Re: [PATCH] vfio: remove useless judgement
From: Steven Sistare
Date: Tue Jun 28 2022 - 08:48:25 EST
For cpr, old qemu directly exec's new qemu, so task does not change.
To support fork+exec, the ownership test needs to be deleted or modified.
Pinned page accounting is another issue, as the parent counts pins in its
mm->locked_vm. If the child unmaps, it cannot simply decrement its own
mm->locked_vm counter. As you and I have discussed, the count is also
wrong in the direct exec model, because exec clears mm->locked_vm. I am
thinking vfio could count pins in struct user locked_vm to handle both
models. The user struct and its count would persist across direct exec,
and be shared by parent and child for fork+exec. However, that does change
the RLIMIT_MEMLOCK value that applications must set, because the limit must
accommodate vfio plus other sub-systems that count in user->locked_vm, which
includes io_uring, skbuff, xdp, and perf. Plus, the limit must accommodate all
processes of that user, not just a single process.

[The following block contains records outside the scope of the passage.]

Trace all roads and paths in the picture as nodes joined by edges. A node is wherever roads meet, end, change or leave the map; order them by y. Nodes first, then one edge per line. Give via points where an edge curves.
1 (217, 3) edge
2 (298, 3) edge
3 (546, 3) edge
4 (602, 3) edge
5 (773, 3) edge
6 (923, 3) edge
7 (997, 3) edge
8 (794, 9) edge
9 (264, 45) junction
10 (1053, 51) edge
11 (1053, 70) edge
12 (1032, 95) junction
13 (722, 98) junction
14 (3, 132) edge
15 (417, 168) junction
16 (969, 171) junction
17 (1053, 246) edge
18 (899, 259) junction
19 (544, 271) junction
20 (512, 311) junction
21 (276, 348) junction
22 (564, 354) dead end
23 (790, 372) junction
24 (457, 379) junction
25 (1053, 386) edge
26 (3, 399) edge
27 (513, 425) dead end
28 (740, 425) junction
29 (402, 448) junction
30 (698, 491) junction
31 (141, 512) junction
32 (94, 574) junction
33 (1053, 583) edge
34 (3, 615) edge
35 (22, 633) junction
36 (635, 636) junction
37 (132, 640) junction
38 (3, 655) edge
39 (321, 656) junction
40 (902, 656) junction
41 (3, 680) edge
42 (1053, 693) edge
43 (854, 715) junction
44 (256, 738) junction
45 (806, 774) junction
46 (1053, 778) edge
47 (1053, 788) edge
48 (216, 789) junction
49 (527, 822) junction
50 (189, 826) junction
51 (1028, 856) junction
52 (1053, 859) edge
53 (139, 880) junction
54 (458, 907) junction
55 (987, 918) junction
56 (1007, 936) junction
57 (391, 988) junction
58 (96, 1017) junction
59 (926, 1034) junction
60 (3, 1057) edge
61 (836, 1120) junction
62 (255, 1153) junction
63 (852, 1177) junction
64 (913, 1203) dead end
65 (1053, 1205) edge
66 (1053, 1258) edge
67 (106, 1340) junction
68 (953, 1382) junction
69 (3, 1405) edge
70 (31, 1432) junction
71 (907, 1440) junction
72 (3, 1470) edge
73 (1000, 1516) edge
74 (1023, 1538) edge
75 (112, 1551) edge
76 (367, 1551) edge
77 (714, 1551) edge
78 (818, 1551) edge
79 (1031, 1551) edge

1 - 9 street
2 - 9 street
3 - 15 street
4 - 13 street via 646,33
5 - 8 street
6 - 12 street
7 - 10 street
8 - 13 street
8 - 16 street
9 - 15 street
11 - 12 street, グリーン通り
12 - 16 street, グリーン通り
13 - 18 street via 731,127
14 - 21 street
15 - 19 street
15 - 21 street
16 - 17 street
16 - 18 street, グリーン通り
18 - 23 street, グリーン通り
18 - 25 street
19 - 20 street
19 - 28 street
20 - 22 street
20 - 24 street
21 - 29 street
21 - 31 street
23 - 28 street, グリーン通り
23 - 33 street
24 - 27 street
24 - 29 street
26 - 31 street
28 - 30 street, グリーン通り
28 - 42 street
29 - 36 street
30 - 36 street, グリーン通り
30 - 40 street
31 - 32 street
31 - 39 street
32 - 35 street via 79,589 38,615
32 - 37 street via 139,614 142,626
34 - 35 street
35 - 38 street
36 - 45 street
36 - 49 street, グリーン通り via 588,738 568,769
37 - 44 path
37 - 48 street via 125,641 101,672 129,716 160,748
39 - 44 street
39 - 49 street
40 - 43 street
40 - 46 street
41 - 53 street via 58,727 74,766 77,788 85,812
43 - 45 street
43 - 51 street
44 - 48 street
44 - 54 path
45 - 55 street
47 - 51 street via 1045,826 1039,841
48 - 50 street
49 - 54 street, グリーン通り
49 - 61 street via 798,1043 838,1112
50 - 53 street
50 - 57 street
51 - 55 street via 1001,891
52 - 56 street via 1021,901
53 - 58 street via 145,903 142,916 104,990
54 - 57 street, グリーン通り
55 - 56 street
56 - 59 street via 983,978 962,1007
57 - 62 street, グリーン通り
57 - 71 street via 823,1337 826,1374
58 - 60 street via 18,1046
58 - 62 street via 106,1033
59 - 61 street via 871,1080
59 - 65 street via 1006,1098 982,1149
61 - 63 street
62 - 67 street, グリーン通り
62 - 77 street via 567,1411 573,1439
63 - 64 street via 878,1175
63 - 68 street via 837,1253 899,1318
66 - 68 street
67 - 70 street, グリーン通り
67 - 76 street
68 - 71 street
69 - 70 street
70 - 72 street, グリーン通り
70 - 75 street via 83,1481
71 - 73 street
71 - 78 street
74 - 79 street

Folks like fork+exec because it allows recovery if the new qemu process fails to
initialize. One can fall back to the original process, if the above issues are fixed.
- Steve
On 6/27/2022 6:06 PM, Alex Williamson wrote:
>
> Hey Steve, how did you get around this for cpr or is this a gap?
> Thanks,
>
> Alex
>
> On Mon, 27 Jun 2022 11:51:09 +0800
> lizhe.67@xxxxxxxxxxxxx wrote:
>
>> From: Li Zhe <lizhe.67@xxxxxxxxxxxxx>
>>
>> In function vfio_dma_do_unmap(), we currently prevent process to unmap
>> vfio dma region whose mm_struct is different from the vfio_dma->task.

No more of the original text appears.